Ketetapan Tuhan, begitu orang sering mendefinisikannya. Mungkin benar. Aku berkata demikian sebab di dunia ini tak ada satu pun definisi yang dapat mewakili atau menggambarkan dengan tepat sebuah hakikat. Yang pasti, tak ada seorang pun yang dapat mengingkarinya. Aku yakin bahwa hidup dan kehidupan yang kita jalani memang telah digariskan oleh-Nya.

Namun, apa yang telah aku sebutkan tadi tidak dapat dijadikan sebagai pembenaran atas segala tindak keputusasaan, dalam bentuk apapun. Kita mesti memperjuangkan apa yang kita dambakan –atau kamu sering menyebutnya dengan “harapan”. Ya, dunia menuntut kita untuk terus dinamis, terus berubah. Termasuk dalam menggapai ci(n)ta (..?).

Lalu, di manakah letak takdir Tuhan?
Takdir berada di ujung semua usaha yang telah kita lakukan. Setelah berusaha maksimal, barulah hasilnya kita pasrahkan pada-Nya. Itulah tawakkal. Dan semua itu tidaklah melawan takdir. Justru sebaliknya, dengan hal itu kita menjalani takdir kita sendiri (aku kira kamu masih ingat ketika suatu sore kita perbincang tentang Umar ibn Khattab).
Tak ada yang akan kita dapatkan kecuali apa yang telah kita usahakan.

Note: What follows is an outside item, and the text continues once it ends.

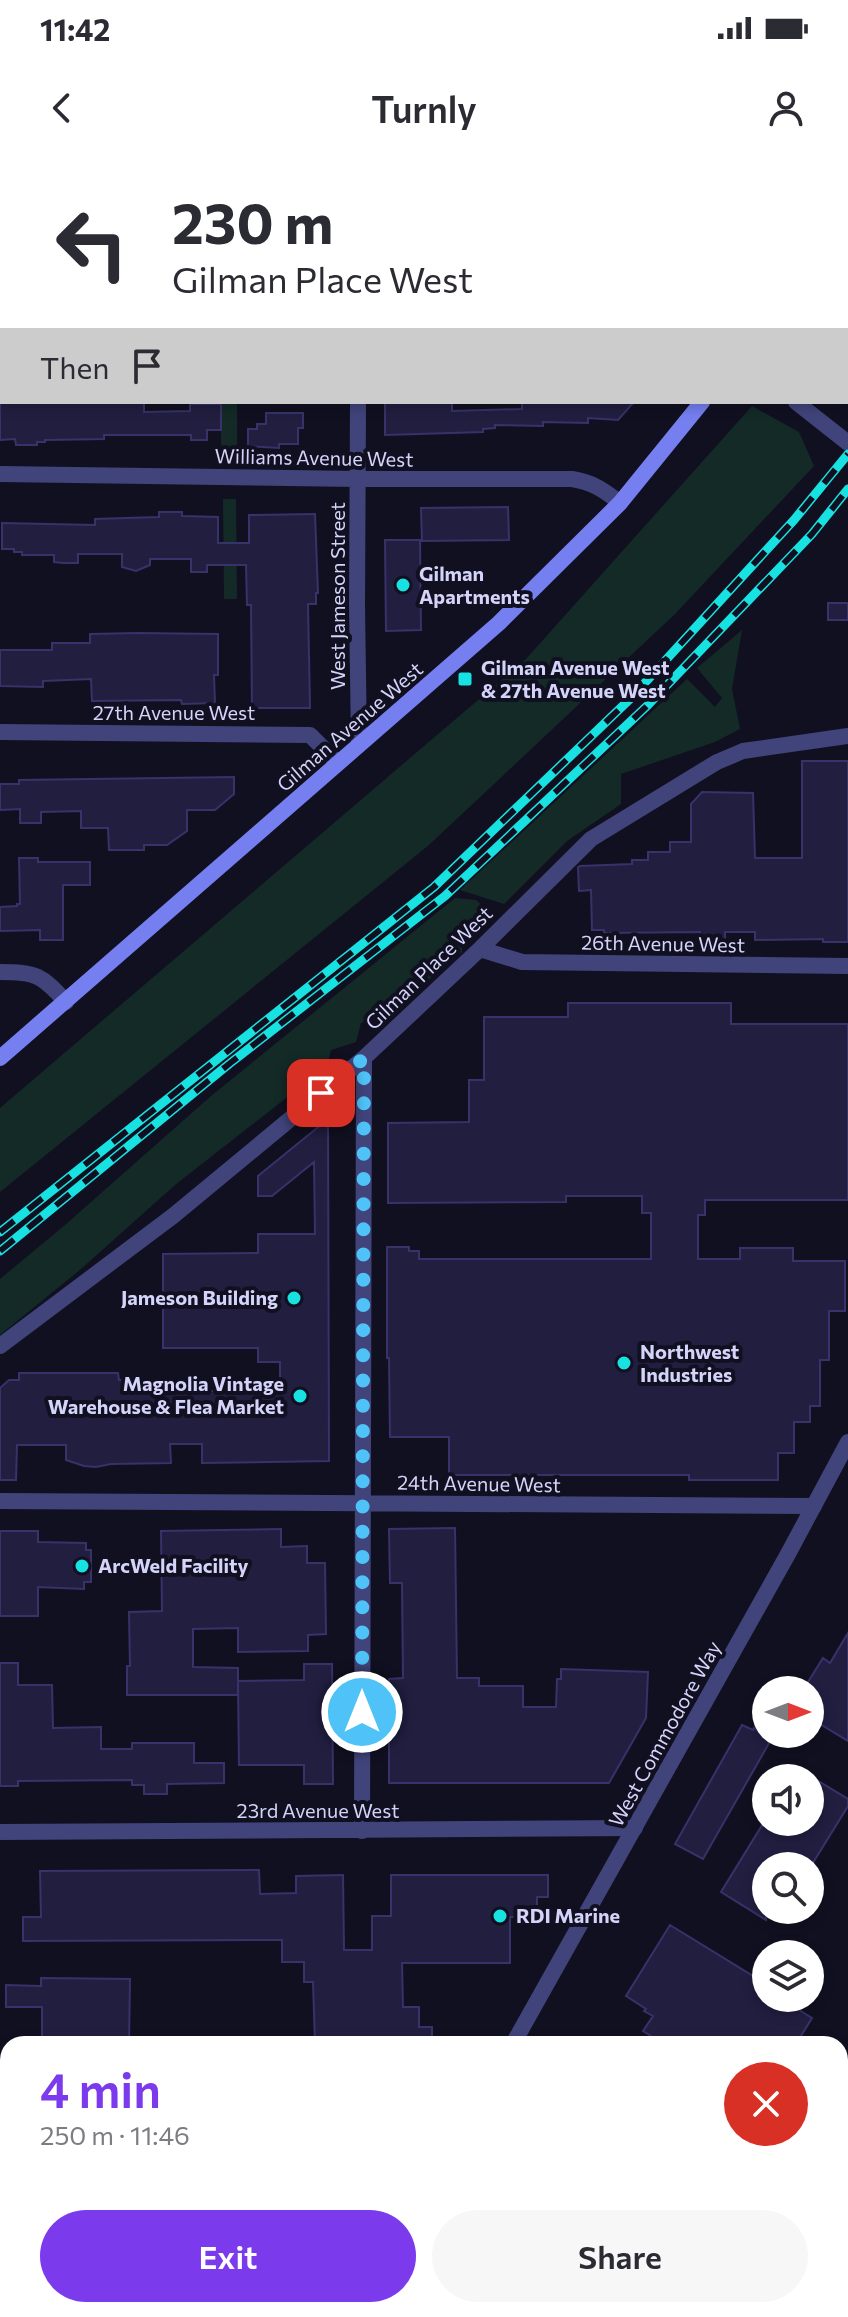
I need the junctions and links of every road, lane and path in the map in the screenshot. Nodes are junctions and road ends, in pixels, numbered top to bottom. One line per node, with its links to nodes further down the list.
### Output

Maka, kita tidak boleh mengggantungkan diri kepada nasib, apalagi berharap ada bintang jatuh yang akan mengabulkan semua keinginan kita. Pun kalau memerlukan keajaiban, janganlah sekedar menunggunya. Ya, janganlah menunggu keajaiban, namun ciptakanlah keajaiban itu.

Lalu, apakah takdir itu juga menginginkan sepenggal cerita akan terus berlanjut?

Entahlah!


Man with hopeless, begitu kamu pernah menuduhku.
Maka, jika kamu menanyakan, akankah sebuah cerita terus berlanjut, maka akan aku jawab: entahlah..

“Entah” bukanlah kemutlakan sebuah absurditas. Bukan pula berarti tiadanya kemungkinan. Justru “entah” itu menghimpun beragam kemungkinan. Mungkin benar. Mungkin salah. Mungkin iya. Mungkin tidak. Mungkin mungkin. Mungkin juga entah. Ya, kemungkinan yang entah.

Keentahan dalam diri itulah yang membuatku teramat takut untuk melanjutkan cerita. Untuk terus berada di titian alurnya.
Tidak hanya itu, keentahan tersebut jugalah yang membuatku begitu takut jika aku harus mengakhiri cerita itu, atau membiarkannya tetap terperangkap dalam sepotong waktu yang juga entah. Ketika itu terjadi, maka sebuah cerita takkan ada lagi. Sebab tak ada lagi energi yang tersisa untuk kembali memulainya.

Akankah sebuah cerita akan berhenti sampai di sini?
Ataukah cerita ini memang harus segera diakhiri?
Apakah akan kubiarkan takdir mengakhiri ceritaku?



Tidak! Aku akan memperjuangkan takdirku sendiri. Aku percaya bahwa aku masih memiliki energi untuk melanjutkan cerita, merangkai jejaringnya hingga menjadi untaian kisah yang akan mengabadikan cerita kita, aku dan kamu. Tidak juga kubiarkan waktu menentukan alurnya, sebab seperti yang dikatakan Ahmad Tohari, “menyerah pada kunci waktu adalah kelemahan dan keputusasaan yang harus dibuang jauh.” Akan kubunuh keentahan yang ternyata telah menghempaskanku dalam perangkap ketakutan.
Takdir memang sebuah ketetapan: ketetapan yang memperbolehkan, bahkan mengharuskan aku untuk memilih. Aku memang harus memilih. Memilih takdirku sendiri, lalu menjalaninya. Sebuah pilihan yang kemudian menuntutku untuk memperjuangkannya mati-matian.